Stored data:
--

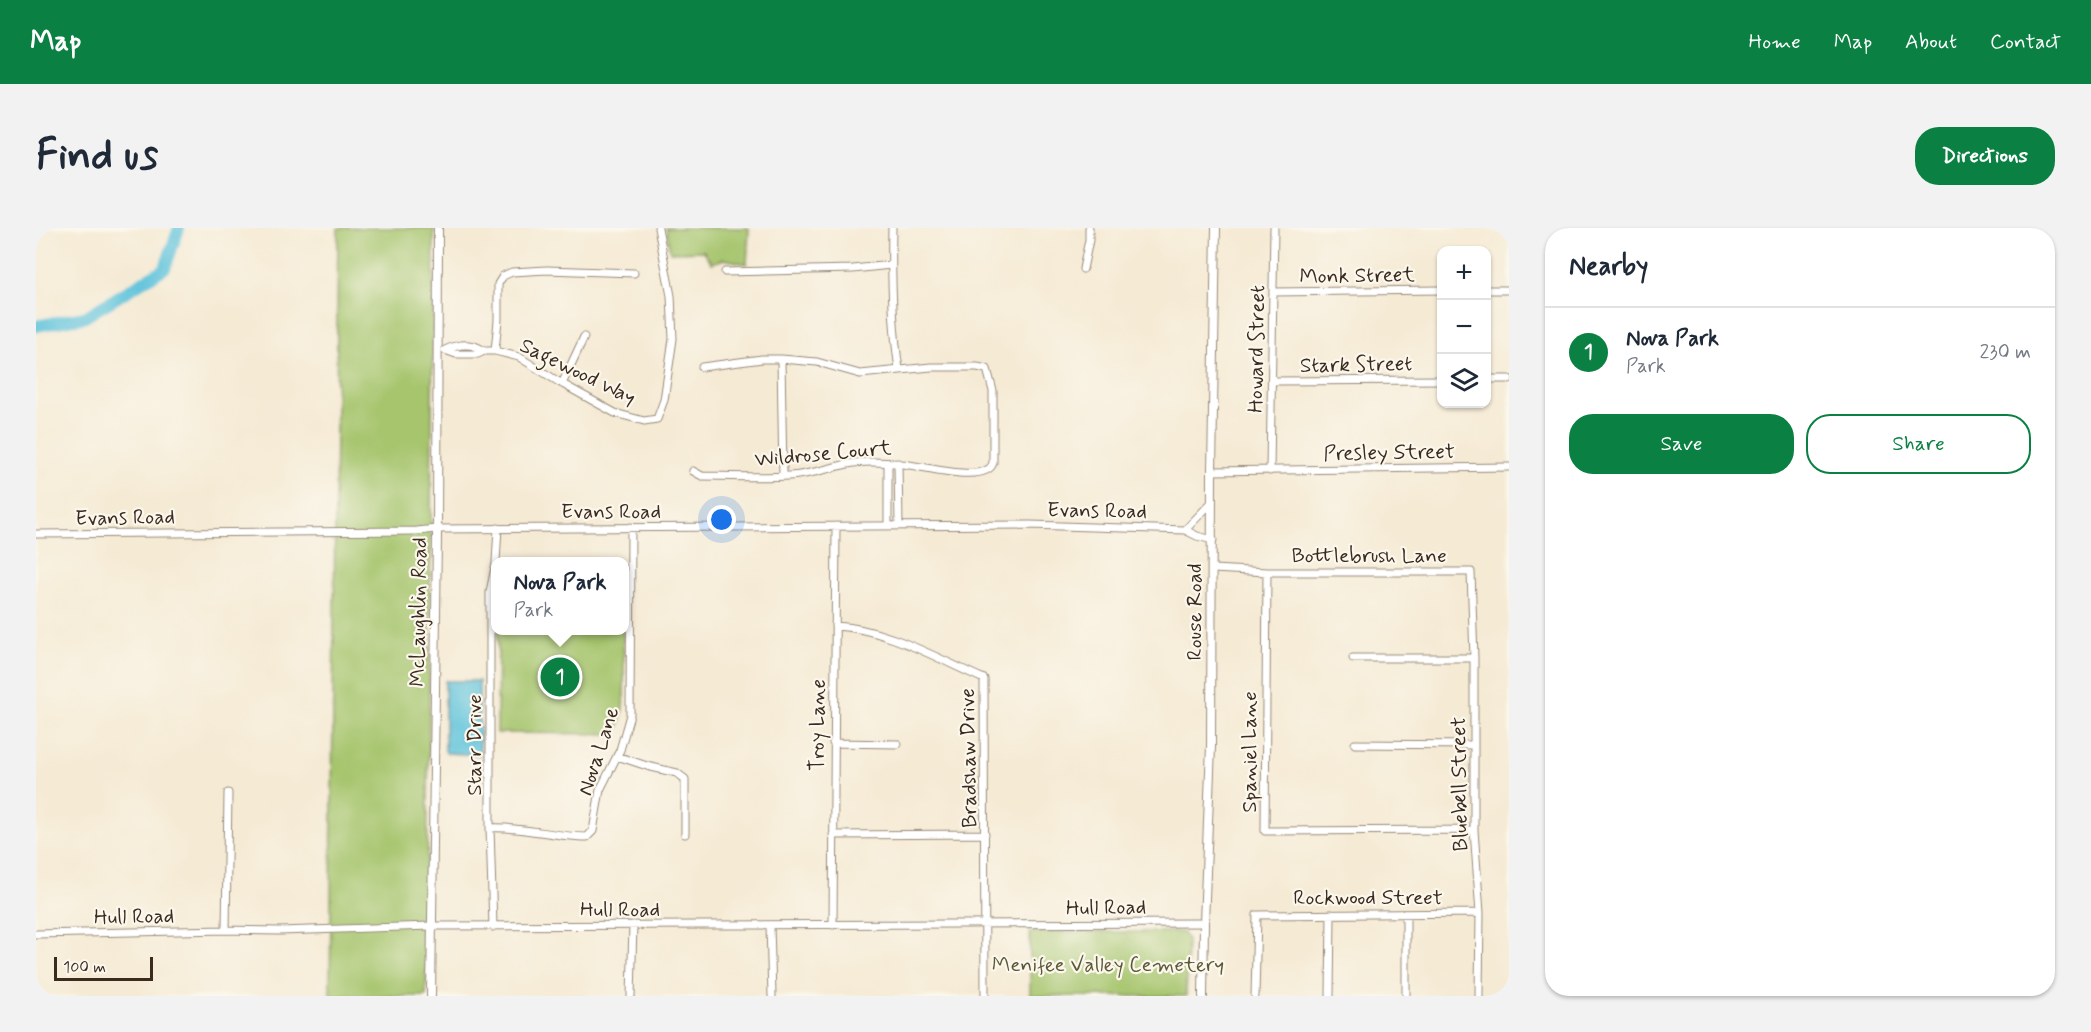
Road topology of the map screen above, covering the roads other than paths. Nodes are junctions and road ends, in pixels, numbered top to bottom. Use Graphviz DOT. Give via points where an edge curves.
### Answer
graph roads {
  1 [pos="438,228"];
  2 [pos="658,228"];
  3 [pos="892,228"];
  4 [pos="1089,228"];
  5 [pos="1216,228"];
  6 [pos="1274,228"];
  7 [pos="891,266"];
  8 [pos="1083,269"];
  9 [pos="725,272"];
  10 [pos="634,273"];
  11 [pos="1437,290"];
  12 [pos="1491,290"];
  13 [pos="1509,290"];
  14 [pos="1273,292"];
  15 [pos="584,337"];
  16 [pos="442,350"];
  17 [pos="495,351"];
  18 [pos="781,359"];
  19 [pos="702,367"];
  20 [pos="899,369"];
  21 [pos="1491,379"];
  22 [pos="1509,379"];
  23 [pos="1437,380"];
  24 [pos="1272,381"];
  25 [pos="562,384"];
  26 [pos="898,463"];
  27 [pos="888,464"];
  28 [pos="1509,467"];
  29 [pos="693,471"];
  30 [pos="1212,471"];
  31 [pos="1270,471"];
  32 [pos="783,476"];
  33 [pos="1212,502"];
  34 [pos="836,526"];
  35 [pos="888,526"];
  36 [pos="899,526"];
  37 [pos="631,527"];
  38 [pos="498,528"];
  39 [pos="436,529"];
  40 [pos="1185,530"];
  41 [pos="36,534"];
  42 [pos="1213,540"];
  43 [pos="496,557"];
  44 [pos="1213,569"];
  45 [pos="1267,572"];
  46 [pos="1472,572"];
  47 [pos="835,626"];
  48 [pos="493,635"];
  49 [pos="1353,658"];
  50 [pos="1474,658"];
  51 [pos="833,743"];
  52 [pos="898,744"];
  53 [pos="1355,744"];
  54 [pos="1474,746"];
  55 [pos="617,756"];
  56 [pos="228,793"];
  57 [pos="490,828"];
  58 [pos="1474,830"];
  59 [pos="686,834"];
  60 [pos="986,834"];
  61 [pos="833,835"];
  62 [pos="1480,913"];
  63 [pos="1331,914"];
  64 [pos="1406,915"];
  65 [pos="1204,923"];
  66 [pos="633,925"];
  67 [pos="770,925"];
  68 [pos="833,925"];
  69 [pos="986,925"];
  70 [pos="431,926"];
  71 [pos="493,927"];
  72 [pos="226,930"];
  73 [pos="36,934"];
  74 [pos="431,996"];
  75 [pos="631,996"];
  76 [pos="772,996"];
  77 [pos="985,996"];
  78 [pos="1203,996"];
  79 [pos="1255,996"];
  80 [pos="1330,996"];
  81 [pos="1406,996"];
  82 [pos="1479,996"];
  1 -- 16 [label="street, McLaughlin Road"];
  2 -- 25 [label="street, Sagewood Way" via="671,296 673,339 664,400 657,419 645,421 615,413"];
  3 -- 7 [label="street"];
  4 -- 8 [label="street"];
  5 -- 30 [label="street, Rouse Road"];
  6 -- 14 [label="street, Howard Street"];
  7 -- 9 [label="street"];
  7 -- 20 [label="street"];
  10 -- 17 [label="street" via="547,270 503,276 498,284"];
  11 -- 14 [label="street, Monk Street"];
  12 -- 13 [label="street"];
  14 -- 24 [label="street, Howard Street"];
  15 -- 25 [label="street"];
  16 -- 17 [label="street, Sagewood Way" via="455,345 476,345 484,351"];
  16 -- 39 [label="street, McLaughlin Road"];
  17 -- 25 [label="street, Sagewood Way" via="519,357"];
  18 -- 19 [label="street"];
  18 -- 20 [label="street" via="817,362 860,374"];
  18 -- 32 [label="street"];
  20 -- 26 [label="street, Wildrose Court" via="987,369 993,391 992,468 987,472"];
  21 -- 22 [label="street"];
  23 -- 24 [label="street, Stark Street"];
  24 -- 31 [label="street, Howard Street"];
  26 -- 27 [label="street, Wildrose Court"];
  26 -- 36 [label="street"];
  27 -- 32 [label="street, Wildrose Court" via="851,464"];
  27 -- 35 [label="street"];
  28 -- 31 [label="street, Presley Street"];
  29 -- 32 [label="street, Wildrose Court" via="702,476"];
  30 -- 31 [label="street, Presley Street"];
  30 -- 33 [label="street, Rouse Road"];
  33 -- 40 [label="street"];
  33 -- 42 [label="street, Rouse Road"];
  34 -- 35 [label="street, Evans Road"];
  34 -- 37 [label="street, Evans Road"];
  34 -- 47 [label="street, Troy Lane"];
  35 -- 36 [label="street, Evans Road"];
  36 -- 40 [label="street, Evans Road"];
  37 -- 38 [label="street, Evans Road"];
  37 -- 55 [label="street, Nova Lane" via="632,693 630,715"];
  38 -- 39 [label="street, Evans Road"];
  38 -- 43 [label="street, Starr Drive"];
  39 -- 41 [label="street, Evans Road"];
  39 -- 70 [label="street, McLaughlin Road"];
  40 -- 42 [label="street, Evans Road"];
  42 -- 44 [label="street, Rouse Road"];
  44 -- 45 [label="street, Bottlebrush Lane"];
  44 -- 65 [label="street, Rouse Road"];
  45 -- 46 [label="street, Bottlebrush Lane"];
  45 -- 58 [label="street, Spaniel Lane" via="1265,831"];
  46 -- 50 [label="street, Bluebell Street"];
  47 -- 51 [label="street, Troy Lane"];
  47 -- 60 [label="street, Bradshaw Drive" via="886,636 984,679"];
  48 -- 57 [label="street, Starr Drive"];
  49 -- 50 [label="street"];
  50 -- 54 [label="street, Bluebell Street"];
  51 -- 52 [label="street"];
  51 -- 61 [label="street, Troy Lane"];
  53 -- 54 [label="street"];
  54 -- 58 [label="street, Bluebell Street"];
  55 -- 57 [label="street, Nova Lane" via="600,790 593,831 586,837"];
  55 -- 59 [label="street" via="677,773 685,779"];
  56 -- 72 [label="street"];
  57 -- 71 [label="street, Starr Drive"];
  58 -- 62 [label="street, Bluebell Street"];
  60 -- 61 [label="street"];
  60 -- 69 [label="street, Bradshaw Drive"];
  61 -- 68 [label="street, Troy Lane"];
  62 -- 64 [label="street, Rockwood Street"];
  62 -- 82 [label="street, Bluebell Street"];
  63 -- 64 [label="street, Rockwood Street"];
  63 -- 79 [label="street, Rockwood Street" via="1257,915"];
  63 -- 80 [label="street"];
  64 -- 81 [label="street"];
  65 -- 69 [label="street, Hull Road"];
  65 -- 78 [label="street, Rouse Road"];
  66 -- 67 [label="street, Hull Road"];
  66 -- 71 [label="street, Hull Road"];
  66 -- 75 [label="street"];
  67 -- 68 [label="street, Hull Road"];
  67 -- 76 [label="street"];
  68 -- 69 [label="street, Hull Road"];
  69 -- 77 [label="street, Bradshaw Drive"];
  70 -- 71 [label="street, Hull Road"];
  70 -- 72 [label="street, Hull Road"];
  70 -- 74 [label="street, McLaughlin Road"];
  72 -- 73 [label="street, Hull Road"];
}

--

From the entries, report every line in which the string "Bluebell" occurs.

=== RESULT ===
  46 -- 50 [label="street, Bluebell Street"];
  50 -- 54 [label="street, Bluebell Street"];
  54 -- 58 [label="street, Bluebell Street"];
  58 -- 62 [label="street, Bluebell Street"];
  62 -- 82 [label="street, Bluebell Street"];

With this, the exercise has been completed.